We need not continue this discussion and could instead wait and see. It
hopefully will not ever matter. I fear taking away too much of your time
when you have more urgent things to do.

But I am still unconvinced; let me list the points of disagreement
and/or possible misunderstandings:

possible misunderstanding:
A code of conduct is – unlike the bill of ethics – not even meant to be
complete and *not* intended as a replacement for the bill of ethics. It
is more like when there is precedent for a decision so when the
circumstances are the same, a decision is simple and no discussion is
needed. (Yes, some communities use the CoC for more than a list of
uncontroversial statements; this is not what I am asking for.)

possible misunderstanding:
Yes, a code of conduct is not a panacea; there will still be bad people
and there will still be trolls. It is only meant to help in *some* cases.

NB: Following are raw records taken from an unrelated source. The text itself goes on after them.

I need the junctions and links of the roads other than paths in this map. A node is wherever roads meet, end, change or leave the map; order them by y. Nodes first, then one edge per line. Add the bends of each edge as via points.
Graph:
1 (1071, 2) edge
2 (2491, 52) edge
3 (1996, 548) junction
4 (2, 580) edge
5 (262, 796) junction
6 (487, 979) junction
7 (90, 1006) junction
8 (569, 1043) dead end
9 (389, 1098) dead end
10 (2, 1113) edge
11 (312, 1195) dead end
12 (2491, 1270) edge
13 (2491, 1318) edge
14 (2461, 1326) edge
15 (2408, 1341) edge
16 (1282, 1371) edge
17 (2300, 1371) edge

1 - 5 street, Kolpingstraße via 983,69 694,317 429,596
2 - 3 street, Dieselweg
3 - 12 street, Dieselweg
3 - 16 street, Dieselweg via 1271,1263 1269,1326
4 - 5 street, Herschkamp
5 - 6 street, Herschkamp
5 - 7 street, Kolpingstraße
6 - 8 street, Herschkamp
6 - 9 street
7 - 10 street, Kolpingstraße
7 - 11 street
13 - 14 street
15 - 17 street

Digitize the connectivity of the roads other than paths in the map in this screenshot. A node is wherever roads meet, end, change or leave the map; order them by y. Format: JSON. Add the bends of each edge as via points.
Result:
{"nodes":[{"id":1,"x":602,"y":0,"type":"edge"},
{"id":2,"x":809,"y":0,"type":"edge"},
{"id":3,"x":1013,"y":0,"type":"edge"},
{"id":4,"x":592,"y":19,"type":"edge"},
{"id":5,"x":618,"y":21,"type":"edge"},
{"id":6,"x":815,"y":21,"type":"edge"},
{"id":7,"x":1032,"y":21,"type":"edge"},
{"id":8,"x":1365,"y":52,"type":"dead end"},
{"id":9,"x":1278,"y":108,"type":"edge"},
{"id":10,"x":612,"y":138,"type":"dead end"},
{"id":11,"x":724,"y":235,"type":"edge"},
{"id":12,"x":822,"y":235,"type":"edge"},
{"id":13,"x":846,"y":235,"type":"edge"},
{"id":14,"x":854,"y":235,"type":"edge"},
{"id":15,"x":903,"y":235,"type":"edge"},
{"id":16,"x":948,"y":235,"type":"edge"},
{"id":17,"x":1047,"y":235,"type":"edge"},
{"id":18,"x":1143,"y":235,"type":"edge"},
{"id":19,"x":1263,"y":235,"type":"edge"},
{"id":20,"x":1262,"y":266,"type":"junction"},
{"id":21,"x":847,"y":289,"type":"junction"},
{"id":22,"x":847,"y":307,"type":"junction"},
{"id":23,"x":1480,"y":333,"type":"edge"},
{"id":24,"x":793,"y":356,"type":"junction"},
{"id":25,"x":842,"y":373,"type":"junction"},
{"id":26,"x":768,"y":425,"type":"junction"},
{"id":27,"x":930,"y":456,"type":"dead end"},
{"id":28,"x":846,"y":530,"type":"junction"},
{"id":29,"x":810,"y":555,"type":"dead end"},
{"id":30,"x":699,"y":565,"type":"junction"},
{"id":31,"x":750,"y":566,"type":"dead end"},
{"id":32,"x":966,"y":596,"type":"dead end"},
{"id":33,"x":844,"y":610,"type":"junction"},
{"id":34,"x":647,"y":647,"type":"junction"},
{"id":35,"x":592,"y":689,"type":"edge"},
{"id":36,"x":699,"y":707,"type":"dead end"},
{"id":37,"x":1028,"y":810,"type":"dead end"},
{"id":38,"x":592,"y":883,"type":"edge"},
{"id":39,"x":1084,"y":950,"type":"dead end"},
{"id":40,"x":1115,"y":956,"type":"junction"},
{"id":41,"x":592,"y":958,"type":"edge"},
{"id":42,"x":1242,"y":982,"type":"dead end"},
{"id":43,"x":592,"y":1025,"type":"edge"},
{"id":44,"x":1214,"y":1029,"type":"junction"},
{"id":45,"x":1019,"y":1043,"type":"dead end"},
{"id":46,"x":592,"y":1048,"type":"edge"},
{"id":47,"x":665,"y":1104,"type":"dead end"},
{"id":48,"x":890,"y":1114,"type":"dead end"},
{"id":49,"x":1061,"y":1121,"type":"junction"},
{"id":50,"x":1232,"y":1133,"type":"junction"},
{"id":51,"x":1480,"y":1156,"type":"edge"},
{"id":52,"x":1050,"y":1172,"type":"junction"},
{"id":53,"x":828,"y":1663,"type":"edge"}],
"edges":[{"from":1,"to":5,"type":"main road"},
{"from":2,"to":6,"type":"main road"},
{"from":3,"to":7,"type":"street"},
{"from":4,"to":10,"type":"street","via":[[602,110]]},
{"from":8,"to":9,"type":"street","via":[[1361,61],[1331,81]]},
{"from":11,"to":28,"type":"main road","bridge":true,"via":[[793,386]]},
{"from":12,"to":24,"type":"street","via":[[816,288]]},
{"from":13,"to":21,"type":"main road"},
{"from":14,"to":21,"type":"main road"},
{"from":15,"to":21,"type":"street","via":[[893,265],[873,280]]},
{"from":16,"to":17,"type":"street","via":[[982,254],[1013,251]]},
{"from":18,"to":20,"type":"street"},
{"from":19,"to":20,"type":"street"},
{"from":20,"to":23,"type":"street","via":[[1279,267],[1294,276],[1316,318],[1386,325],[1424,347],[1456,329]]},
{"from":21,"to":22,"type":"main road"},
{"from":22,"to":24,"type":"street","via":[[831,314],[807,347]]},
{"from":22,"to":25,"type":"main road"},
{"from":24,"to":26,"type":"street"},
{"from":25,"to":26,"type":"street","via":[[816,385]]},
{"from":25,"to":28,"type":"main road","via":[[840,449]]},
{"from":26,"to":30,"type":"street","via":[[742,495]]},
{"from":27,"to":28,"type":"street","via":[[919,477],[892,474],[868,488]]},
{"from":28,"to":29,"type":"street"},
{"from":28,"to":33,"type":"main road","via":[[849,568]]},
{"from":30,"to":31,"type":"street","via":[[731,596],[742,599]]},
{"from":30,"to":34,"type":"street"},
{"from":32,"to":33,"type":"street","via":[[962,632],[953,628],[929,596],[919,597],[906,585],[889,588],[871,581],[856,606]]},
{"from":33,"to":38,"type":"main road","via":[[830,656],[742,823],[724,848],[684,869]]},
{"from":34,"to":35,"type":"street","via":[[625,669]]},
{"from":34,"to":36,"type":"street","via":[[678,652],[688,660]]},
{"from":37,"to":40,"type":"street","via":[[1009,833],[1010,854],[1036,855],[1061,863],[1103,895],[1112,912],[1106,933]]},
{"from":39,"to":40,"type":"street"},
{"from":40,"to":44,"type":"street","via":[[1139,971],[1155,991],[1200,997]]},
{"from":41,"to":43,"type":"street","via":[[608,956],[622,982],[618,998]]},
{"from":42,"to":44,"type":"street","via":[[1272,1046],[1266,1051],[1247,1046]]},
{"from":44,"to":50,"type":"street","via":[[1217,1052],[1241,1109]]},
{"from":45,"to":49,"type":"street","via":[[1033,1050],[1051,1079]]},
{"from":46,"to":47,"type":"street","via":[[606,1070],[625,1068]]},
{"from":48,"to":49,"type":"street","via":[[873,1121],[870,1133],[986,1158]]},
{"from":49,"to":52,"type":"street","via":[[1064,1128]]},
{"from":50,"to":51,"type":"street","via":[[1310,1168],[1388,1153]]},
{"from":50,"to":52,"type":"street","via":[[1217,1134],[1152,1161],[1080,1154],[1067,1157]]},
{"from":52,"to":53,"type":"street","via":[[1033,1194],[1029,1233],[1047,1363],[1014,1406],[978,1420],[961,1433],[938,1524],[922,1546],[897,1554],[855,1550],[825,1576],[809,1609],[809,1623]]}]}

possible misunderstanding:
A code of conduct just (for the issues it covers) makes clear who is in
the wrong. A punishment need not be specified and need not be harsh.

disagreement:
Having a list of very general bad things does *not* make people do bad
things. A code of conduct is not like a list of unpatched security
vulnerabilities. There are codes of conduct that have been refined time
and again to not contain bad things.

disagreement:
More importantly, when it comes to harassment, the harassment is always
inappropriate no matter what the victim of the harassment did. Often
victims don’t make a legitimate complaint because they fear victim
blaming. By victim I mean the victim of a concrete act (with “T.L.A.C.
reduced”), not that the person is always a victim.